Problem to solve |
Every entry must be duplicated word for word.

Saved entries
^^^^^^^^
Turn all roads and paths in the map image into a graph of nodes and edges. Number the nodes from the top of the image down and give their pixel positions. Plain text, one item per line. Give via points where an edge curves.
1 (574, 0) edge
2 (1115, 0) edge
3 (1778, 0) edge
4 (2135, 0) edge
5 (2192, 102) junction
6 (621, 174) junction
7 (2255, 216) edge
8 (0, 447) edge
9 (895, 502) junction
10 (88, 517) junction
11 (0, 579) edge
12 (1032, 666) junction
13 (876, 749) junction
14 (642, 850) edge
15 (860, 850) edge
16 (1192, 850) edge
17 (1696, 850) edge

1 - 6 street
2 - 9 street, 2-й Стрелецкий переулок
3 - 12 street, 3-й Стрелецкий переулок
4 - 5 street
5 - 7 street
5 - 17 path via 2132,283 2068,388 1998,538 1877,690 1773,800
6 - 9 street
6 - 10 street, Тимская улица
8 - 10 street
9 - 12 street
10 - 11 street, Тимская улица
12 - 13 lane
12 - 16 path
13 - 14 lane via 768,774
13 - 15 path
^^^^^^^^
Response |
Turn all roads and paths in the map image into a graph of nodes and edges. Number the nodes from the top of the image down and give their pixel positions. Plain text, one item per line. Give via points where an edge curves.
1 (574, 0) edge
2 (1115, 0) edge
3 (1778, 0) edge
4 (2135, 0) edge
5 (2192, 102) junction
6 (621, 174) junction
7 (2255, 216) edge
8 (0, 447) edge
9 (895, 502) junction
10 (88, 517) junction
11 (0, 579) edge
12 (1032, 666) junction
13 (876, 749) junction
14 (642, 850) edge
15 (860, 850) edge
16 (1192, 850) edge
17 (1696, 850) edge

1 - 6 street
2 - 9 street, 2-й Стрелецкий переулок
3 - 12 street, 3-й Стрелецкий переулок
4 - 5 street
5 - 7 street
5 - 17 path via 2132,283 2068,388 1998,538 1877,690 1773,800
6 - 9 street
6 - 10 street, Тимская улица
8 - 10 street
9 - 12 street
10 - 11 street, Тимская улица
12 - 13 lane
12 - 16 path
13 - 14 lane via 768,774
13 - 15 path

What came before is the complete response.